UN condemnation of settlements – an opportunity?

The UN Security Council resolution that was introduced this week condemning Israeli settlement expansion is sure to provide more grist for Israel’s ‘de-legitimization’ mill. Increasingly paranoid commentators will lump the resolution together with all critique they don’t like as undermining the Israel’s right to exist. If so, they will implicitly contribute to an absurd notion that the legitimacy of Israel rests on the right to settlement expansion.
The resolution could also offer opportunities; but Israel seems likely to insist on missing them. Even if not a single olive tree in the West Bank is protected from bulldozers, to view the the resolution as “only symbolic” (in Hebrew) , as Globes wrote, misses those possibilities.
In fact, if brought to a vote (which is not certain) there could be opportunities for America, Israel and the Palestinians alike.

Opportunities for US
The vote is an opportunity for America to end its milquetoast policy and take a stand, by refraining from using its veto. That would be a gesture to Palestinians and the Arab world, which is fast losing faith in the President as a fair negotiator.
A non-veto (outright US support, advocated by Philip Wilcox) seems too much to ask for) would be a serious gesture to all those American Jews and others who hoped Obama would push harder for a two-state solution. Among American Jews, a 53% majority support the President pressuring Israel to move a negotiated solution forward, in a November 2010 J Street survey.
Specifically, American Jewry is also largely behind a settlement freeze. In J Street’s survey, a 46% plurality chose the statement: “I support Israel, but it must stop taking actions that violate United States policy such as expanding Jewish settlements in the West Bank” over an opposing statement. In an AJC survey, nearly two-thirds of American Jews  support at least a partial settlement freeze.

Opportunities for Israel
First, whether the resolution passes or not, Israel will be increasingly squeezed to freeze. Instead of crying to the world that it can’t cease settlement growth due to domestic constraints, Prime Minister Netanyahu can start crying to his domestic constituencies that international pressures are forcing his hand. If he doesn’t want to cry, he could skip the announcement and enact a de facto settlement freeze with little fanfare.
Ceasing settlement is after all one of the least controversial policy options inside Israel, despite appearances.

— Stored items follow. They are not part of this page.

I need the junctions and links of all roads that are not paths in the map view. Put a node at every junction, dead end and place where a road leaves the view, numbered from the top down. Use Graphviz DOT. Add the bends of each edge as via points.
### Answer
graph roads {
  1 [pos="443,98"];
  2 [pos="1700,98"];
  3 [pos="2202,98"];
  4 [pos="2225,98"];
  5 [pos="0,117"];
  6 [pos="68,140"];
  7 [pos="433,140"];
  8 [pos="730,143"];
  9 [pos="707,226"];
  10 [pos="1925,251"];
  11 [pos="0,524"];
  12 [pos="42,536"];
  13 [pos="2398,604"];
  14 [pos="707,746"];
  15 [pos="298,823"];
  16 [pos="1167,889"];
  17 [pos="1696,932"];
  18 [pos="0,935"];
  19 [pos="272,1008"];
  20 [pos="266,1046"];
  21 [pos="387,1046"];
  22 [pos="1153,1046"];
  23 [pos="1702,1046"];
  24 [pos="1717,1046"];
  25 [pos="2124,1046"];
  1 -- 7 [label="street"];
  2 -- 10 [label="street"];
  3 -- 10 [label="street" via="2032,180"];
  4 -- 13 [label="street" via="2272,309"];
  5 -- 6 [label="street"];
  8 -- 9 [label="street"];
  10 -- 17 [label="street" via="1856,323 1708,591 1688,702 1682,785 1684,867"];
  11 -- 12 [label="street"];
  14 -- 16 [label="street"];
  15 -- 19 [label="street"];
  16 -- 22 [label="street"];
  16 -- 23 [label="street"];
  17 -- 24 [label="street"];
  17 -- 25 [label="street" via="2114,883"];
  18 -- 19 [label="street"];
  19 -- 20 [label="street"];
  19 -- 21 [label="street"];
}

In the latest Truman Institute survey, 64% of all Israelis think there should be some sort of freeze (37% in the areas outside large settlement blocs likely to remain part of Israel, 27% in all of the territories). The resolution is an opportunity to leverage that support.
Second, a settlement freeze would facilitate the establishment of a Palestinian state.
It is not a coincidence that the UN resolution overlapped this week with increasing momentum for the Palestinian state movement. Indeed, the Secretary General’s tough talk to the General Assembly on Friday condemned settlements and supported statehood almost in one breath. While Israeli officials still laugh it off, their laughter is becoming more nervous after a slew of South American countries – and this week, Russia – recognized Palestine (in Russia’s case, re-affirmed recognition).
As I have argued, unilaterally declared Palestinian statehood could be an opportunity for Israel, as well as for Palestinians. Israel would be off the hook at home for having to officially accept concessions. Statehood for Palestine could sidestep the peace process, which seems, remarkably, to have become more intractable than the conflict itself. Statehood could spur much-needed Palestinian democratization, although to be sure, it could also touch off much-feared internal political violence. You might say that unilaterally declared statehood for Palestine is the worst option, except for all the other options.
Maybe that’s why the idea is finally gathering force among those more thoughtful than the Israeli government: Ynet published two op eds about it over the last two days: Eitan Haber discusses its inevitability , and Daniel Oz  argues its legitimacy – calling, no less, for Israel to recognize Palestine.
The foil to this new and creative possibility is settlements. Settlement expansion is the slammed door in the face of all progress, negotiated or not. If expansion continues, Palestinian statehood might actually increase the likelihood of war, as an incursion into sovereign territory.
In her cogent and sophisticated plea for America to support the resolution, Hanan Ashwari argues in the Herald Tribune that:

[Vetoing the resolution]…closes down what few avenues are open to Palestinians, in the absence of negotiations, to continue our national struggle through nonviolent means.”
Conversely, she might have added, the resolution is an opportunity to show the Palestinians that non-violence pays. It should be obvious that a non-violent Palestinian struggle is better for Israel than violence.
In sum, the resolution could be an opportunity for Israel to re-engage with the world and roll back creeping pariah status, by ending settlement expansion either to pre-empt, or in light of the vote. That would pave a smoother road toward Palestinian statehood, however it is achieved.
In my dreams, Israeli leaders will think long term, strategically, and consider those opportunities. In my predictions, readers will say I’ve totally lost touch with reality. And when the resolution passes (or even if not) Israel will wave it around as proof that brave hasbara (public diplomacy/propaganda) efforts are rendered helpless against the great juggernaut of political delegitimization. And settlement growth will march along inexorably, plunging the region into doom.